PROVIDED MATERIAL -
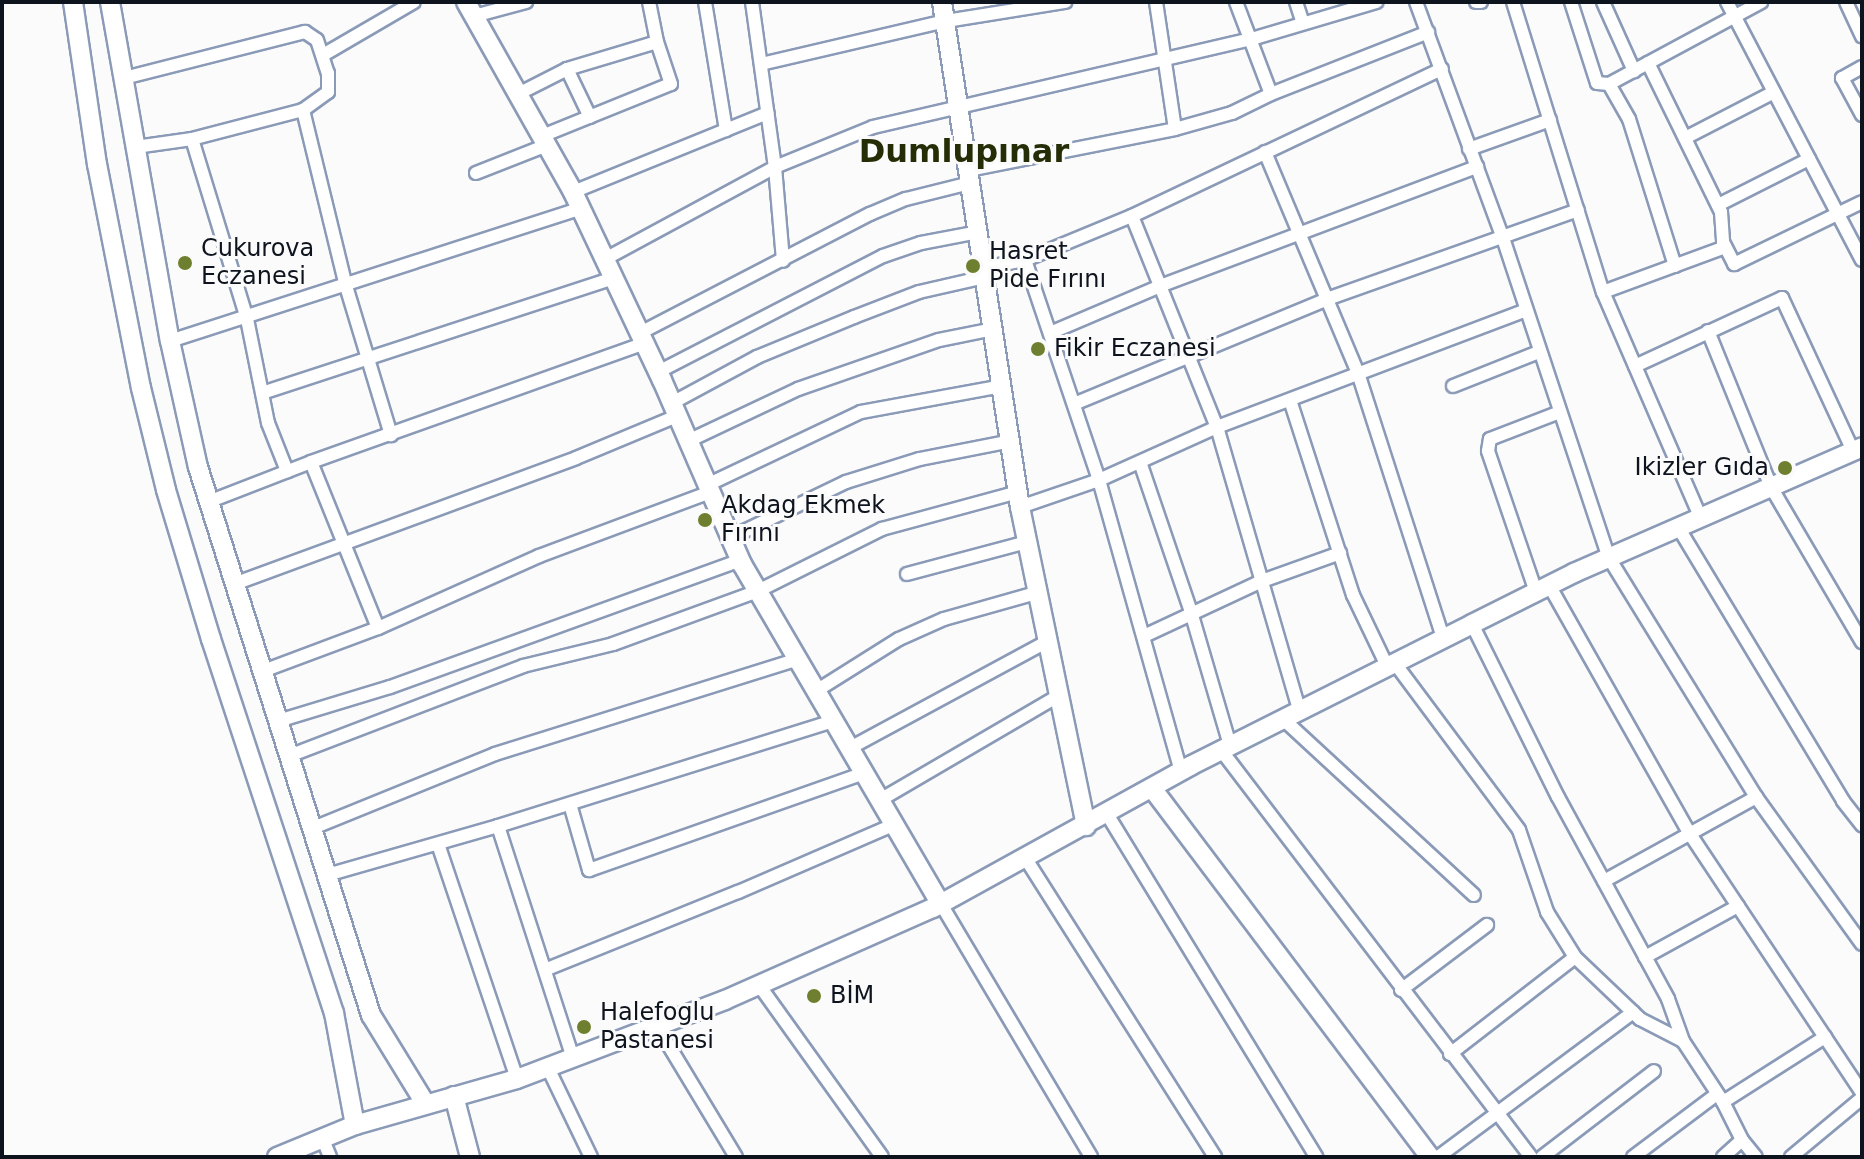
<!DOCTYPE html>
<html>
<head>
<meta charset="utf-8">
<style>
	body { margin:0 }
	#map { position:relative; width:1864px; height:1159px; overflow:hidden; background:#fbfbfb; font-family:"DejaVu Sans",sans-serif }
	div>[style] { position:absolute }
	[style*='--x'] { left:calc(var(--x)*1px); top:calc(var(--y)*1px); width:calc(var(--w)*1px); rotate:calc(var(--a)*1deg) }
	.roads { filter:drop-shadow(2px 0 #8a9ab7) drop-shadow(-2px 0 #8a9ab7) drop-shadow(0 2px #8a9ab7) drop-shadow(0 -2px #8a9ab7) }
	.street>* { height:12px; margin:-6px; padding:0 6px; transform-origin:6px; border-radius:6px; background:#fff }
	.secondary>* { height:18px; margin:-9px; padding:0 9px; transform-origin:9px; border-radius:9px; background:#fff }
	.dots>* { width:22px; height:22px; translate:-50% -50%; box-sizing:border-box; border:4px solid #fbfbfb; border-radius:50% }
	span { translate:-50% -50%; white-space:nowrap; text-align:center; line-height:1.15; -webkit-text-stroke:6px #fbfbfb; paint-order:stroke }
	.poi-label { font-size:24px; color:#0e141e }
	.left { translate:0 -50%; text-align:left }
	.right { translate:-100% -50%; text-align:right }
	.district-label { font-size:32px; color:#252d06; font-weight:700 }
	.frame { position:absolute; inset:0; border:4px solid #0e141e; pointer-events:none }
</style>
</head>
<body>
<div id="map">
	<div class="roads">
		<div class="street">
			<div style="--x:705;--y:2;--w:130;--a:80.7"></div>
			<div style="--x:752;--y:2;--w:167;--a:82.1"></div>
			<div style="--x:775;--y:167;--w:94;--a:85.1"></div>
			<div style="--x:1156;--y:2;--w:128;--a:81.5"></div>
			<div style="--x:1236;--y:2;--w:98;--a:69.2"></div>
			<div style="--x:1296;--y:2;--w:22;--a:72"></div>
			<div style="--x:1416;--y:2;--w:252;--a:69.8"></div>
			<div style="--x:1503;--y:238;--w:337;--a:71.7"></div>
			<div style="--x:1609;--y:558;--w:281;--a:58.4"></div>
			<div style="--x:1756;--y:797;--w:181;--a:54.2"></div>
			<div style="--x:1476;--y:2;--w:5;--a:0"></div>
			<div style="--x:1513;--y:2;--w:304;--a:72.8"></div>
			<div style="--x:1603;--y:292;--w:246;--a:66.6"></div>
			<div style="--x:1571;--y:2;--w:85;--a:72.2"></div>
			<div style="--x:1597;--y:83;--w:12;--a:5"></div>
			<div style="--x:1609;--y:84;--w:173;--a:-28.3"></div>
			<div style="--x:1603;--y:2;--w:76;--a:65.8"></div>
			<div style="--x:1727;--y:2;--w:291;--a:62.4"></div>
			<div style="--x:1846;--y:2;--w:38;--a:65"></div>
			<div style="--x:474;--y:16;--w:54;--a:-15.1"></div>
			<div style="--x:323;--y:55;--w:105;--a:-30.2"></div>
			<div style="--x:1648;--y:63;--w:166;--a:63.9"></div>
			<div style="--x:1721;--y:212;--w:30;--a:86"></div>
			<div style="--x:1723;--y:242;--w:25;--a:63"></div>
			<div style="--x:1734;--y:264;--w:142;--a:-25.8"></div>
			<div style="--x:761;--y:64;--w:190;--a:-13.1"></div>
			<div style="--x:946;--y:21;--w:121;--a:-9.1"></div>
			<div style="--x:1862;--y:67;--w:23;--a:151"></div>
			<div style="--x:1842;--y:78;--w:42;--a:61.6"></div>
			<div style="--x:567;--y:69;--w:53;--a:64.4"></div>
			<div style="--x:124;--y:78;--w:187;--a:-14.3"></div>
			<div style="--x:305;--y:32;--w:14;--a:34"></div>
			<div style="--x:317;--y:40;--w:35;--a:72"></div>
			<div style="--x:328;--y:73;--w:19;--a:90"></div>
			<div style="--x:328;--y:92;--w:31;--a:144"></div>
			<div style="--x:303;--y:110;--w:115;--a:165.4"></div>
			<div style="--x:192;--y:139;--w:57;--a:171.9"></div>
			<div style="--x:1609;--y:84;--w:40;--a:60.3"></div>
			<div style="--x:1629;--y:119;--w:154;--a:72.6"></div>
			<div style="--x:518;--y:94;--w:55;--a:-27"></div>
			<div style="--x:567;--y:69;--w:94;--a:-16.7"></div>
			<div style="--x:303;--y:110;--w:181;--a:76.3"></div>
			<div style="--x:346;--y:286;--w:156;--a:73.2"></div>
			<div style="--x:542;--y:136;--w:139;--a:-22"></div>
			<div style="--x:671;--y:84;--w:44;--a:-108.4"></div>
			<div style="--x:657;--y:42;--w:41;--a:-101.3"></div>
			<div style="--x:1685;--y:138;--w:100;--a:-27.3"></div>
			<div style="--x:192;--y:139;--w:188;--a:73"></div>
			<div style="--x:247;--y:319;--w:106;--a:78.6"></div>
			<div style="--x:268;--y:423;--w:52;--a:68.4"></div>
			<div style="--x:1469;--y:149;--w:86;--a:-19.7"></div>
			<div style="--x:1265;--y:152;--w:240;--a:67.2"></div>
			<div style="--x:1358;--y:373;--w:278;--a:72.2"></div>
			<div style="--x:968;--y:170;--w:211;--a:-11.2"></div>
			<div style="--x:1175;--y:129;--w:59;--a:-15.7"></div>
			<div style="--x:1232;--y:113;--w:43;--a:-26"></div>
			<div style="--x:1271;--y:94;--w:169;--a:-21.5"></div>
			<div style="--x:476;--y:173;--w:76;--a:-21.5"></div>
			<div style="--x:573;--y:192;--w:210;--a:-22.1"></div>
			<div style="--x:1718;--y:205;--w:102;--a:-26.8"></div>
			<div style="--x:1132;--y:216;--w:227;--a:68.1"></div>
			<div style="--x:1217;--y:427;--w:295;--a:73.8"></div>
			<div style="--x:605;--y:259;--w:193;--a:-28.4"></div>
			<div style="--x:775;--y:167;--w:106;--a:-22.2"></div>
			<div style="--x:873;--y:127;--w:385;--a:-13.1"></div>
			<div style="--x:1248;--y:40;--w:134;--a:-16.5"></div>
			<div style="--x:1025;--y:260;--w:232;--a:71.4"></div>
			<div style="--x:1099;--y:480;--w:302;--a:74.3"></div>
			<div style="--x:983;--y:268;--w:43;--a:-10.8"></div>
			<div style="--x:1025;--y:260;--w:116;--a:-22.4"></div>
			<div style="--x:1132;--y:216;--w:343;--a:-25.4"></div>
			<div style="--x:1603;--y:292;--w:130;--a:-20.2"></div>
			<div style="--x:1708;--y:331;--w:168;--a:68"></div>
			<div style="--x:1771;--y:487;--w:180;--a:59.6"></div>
			<div style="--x:640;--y:333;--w:259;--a:-27.4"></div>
			<div style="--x:870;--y:214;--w:39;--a:-23"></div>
			<div style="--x:906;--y:199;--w:66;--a:-14"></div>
			<div style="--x:1050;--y:333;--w:120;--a:-23.1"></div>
			<div style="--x:1160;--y:286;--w:339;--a:-20.6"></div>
			<div style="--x:170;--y:341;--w:432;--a:-17.9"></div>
			<div style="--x:1635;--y:366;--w:162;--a:-24.8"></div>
			<div style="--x:1782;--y:298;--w:169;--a:65.1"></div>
			<div style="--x:658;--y:372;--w:253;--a:-27.3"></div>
			<div style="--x:883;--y:256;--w:40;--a:-18.9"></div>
			<div style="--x:921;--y:243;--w:58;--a:-10.9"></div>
			<div style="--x:1453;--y:386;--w:92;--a:-21.6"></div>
			<div style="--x:262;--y:393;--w:370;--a:-18.1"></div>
			<div style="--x:1290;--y:400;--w:205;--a:72.1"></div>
			<div style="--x:1353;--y:595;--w:79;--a:64.4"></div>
			<div style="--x:672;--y:403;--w:97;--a:-28.4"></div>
			<div style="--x:757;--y:357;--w:105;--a:-22.4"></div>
			<div style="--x:854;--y:317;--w:70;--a:-21"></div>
			<div style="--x:919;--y:292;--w:68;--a:-12.8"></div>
			<div style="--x:1074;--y:404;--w:274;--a:-22.5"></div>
			<div style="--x:1327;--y:299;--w:266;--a:-19.5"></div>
			<div style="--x:688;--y:441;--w:122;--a:-25.3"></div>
			<div style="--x:798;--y:389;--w:149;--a:-19.2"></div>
			<div style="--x:939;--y:340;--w:55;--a:-11.5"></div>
			<div style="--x:311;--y:462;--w:179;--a:68"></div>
			<div style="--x:1140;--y:462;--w:158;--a:71.2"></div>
			<div style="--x:1191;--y:612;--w:139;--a:73.7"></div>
			<div style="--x:707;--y:485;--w:170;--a:-25.4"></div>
			<div style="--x:861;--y:412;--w:143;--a:-10.4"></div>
			<div style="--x:208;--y:502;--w:110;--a:-21.2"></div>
			<div style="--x:311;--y:462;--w:355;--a:-19.6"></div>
			<div style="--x:1020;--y:507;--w:83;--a:-18.9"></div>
			<div style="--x:1099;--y:480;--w:129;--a:-24.2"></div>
			<div style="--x:1217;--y:427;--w:328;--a:-20.7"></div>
			<div style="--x:1678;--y:527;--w:320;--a:58.9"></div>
			<div style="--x:1843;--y:801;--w:31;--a:52"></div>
			<div style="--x:730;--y:538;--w:129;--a:-25.8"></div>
			<div style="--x:846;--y:482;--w:77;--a:-17.3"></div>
			<div style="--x:920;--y:459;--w:93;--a:-11.2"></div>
			<div style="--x:907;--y:574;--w:124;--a:-14.9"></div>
			<div style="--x:234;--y:584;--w:364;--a:-20.2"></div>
			<div style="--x:576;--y:458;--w:109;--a:-22.6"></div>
			<div style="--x:1549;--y:585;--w:286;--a:60.5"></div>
			<div style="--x:1690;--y:834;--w:311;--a:56.4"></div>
			<div style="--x:1536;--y:592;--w:149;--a:-108.8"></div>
			<div style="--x:1488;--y:451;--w:12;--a:-81"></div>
			<div style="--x:1490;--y:439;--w:75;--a:-21.1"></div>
			<div style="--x:1472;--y:624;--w:193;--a:63.6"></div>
			<div style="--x:1558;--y:797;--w:230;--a:61.4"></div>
			<div style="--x:1668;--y:999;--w:45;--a:70.3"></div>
			<div style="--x:1683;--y:1041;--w:73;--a:56.7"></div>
			<div style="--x:1723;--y:1102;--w:42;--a:63.4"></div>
			<div style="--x:1742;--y:1140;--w:22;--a:51"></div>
			<div style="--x:1144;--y:636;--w:130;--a:-25"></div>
			<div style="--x:1262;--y:581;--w:83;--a:-19.7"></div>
			<div style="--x:1394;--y:662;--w:209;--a:53.3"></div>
			<div style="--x:1519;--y:830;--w:87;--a:71.1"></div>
			<div style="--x:1547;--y:912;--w:53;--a:58.1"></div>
			<div style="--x:1575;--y:957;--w:90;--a:43.6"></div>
			<div style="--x:1640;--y:1019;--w:48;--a:27.1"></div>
			<div style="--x:263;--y:671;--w:123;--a:-20.5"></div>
			<div style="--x:378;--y:628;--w:176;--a:-24.1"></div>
			<div style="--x:539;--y:556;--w:183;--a:-20.5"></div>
			<div style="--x:816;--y:691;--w:98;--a:-32.1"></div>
			<div style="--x:899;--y:639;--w:49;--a:-24"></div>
			<div style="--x:944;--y:619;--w:96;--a:-15.8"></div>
			<div style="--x:1282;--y:718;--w:261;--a:42.7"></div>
			<div style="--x:278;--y:721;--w:117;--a:-16.9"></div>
			<div style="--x:390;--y:687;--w:372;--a:-19.9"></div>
			<div style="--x:850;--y:748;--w:223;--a:-28.4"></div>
			<div style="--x:1221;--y:750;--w:512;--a:52.7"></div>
			<div style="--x:289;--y:756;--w:251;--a:-21"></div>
			<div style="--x:523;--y:666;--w:93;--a:-13.7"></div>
			<div style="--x:613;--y:644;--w:154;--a:-20.1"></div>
			<div style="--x:758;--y:591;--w:139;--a:-26.6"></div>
			<div style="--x:882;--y:529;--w:141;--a:-15.2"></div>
			<div style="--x:880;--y:800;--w:206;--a:-30.3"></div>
			<div style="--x:570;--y:804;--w:69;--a:73.9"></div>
			<div style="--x:589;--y:870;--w:293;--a:-19.4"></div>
			<div style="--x:1107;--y:814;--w:402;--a:58.6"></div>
			<div style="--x:498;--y:826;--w:244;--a:72.1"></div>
			<div style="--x:313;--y:828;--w:196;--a:-22.1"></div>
			<div style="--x:495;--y:754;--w:318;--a:-17.4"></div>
			<div style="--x:438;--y:844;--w:248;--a:71.4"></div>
			<div style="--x:1026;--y:859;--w:353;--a:57.6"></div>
			<div style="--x:327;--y:875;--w:178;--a:-16"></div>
			<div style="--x:498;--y:826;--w:352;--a:-17.4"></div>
			<div style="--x:1604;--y:881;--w:174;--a:-28.9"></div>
			<div style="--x:941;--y:904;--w:294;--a:59.3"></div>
			<div style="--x:1645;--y:957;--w:106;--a:-28.7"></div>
			<div style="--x:547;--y:969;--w:206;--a:-22"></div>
			<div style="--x:738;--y:892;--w:171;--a:-23.4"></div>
			<div style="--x:759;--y:985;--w:211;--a:54.4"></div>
			<div style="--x:1401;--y:990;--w:108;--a:-37.1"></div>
			<div style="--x:657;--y:1026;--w:153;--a:58.9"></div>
			<div style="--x:1450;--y:1054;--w:158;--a:-37.8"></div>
			<div style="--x:548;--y:1068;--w:99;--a:64.2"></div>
			<div style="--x:1723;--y:1102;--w:121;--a:-32.5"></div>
			<div style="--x:322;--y:1137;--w:22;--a:68"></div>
			<div style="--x:1438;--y:1157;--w:243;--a:-36.6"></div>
			<div style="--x:1542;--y:1157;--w:141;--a:-37.5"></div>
			<div style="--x:1633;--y:1157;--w:105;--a:-36.9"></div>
			<div style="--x:1723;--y:1157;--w:25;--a:-42"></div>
			<div style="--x:1791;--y:1157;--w:92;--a:-39.7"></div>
		</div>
		<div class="secondary">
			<div style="--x:73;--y:2;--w:164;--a:81.6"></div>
			<div style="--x:97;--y:164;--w:228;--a:78.9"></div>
			<div style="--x:141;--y:388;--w:105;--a:76.2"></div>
			<div style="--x:166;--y:490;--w:156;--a:73.2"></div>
			<div style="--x:211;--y:639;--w:394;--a:71.8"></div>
			<div style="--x:334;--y:1013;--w:114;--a:79.4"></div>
			<div style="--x:110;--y:2;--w:344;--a:80"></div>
			<div style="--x:170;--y:341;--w:129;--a:77.5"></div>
			<div style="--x:198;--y:467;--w:575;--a:72.48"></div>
			<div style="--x:371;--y:1015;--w:103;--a:58.5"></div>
			<div style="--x:466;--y:2;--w:218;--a:60.6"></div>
			<div style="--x:573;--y:192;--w:208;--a:64.7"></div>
			<div style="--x:662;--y:380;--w:201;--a:66.5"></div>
			<div style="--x:742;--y:564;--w:394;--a:59.7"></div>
			<div style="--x:942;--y:2;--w:511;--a:81.22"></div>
			<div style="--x:1020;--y:507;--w:326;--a:78.3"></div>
			<div style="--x:1152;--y:788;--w:462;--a:53"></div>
			<div style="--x:454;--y:1096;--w:63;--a:75.3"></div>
			<div style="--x:277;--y:1157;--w:84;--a:-22.3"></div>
			<div style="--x:355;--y:1125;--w:168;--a:-15.9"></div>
			<div style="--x:517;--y:1079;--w:222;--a:-20.8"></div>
			<div style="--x:725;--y:1000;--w:227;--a:-23.9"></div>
			<div style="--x:933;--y:908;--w:294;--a:-28.9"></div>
			<div style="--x:1190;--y:766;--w:316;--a:-26.7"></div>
			<div style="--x:1472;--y:624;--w:114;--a:-26.6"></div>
			<div style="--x:1574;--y:573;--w:314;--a:-23.6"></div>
		</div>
	</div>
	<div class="dots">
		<div style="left:185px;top:263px;background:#6e8030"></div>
		<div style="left:973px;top:266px;background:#6e8030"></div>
		<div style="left:1038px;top:349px;background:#6e8030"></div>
		<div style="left:1785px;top:468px;background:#6e8030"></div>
		<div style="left:705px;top:520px;background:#6e8030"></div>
		<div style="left:814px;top:996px;background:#6e8030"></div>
		<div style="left:584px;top:1027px;background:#6e8030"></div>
	</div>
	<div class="poi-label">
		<span class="left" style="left:201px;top:263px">Cukurova<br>Eczanesi</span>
		<span class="left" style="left:989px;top:266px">Hasret<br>Pide Fırını</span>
		<span class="left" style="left:1054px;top:349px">Fikir Eczanesi</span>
		<span class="right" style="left:1769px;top:468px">Ikizler Gıda</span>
		<span class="left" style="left:721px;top:520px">Akdag Ekmek<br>Fırını</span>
		<span class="left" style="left:830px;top:996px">BİM</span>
		<span class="left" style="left:600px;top:1027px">Halefoglu<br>Pastanesi</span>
	</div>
	<div class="district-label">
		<span style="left:964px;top:151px">Dumlupınar</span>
	</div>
	<div class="frame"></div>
</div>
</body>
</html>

ACTIVITY -
Give back, exactly as written, the lines from the top of the material through the line with "filter:drop-shadow(2px 0 #8a9ab7)", ends included and pictures left aside.

THE COMPLETED TASK -
<!DOCTYPE html>
<html>
<head>
<meta charset="utf-8">
<style>
	body { margin:0 }
	#map { position:relative; width:1864px; height:1159px; overflow:hidden; background:#fbfbfb; font-family:"DejaVu Sans",sans-serif }
	div>[style] { position:absolute }
	[style*='--x'] { left:calc(var(--x)*1px); top:calc(var(--y)*1px); width:calc(var(--w)*1px); rotate:calc(var(--a)*1deg) }
	.roads { filter:drop-shadow(2px 0 #8a9ab7) drop-shadow(-2px 0 #8a9ab7) drop-shadow(0 2px #8a9ab7) drop-shadow(0 -2px #8a9ab7) }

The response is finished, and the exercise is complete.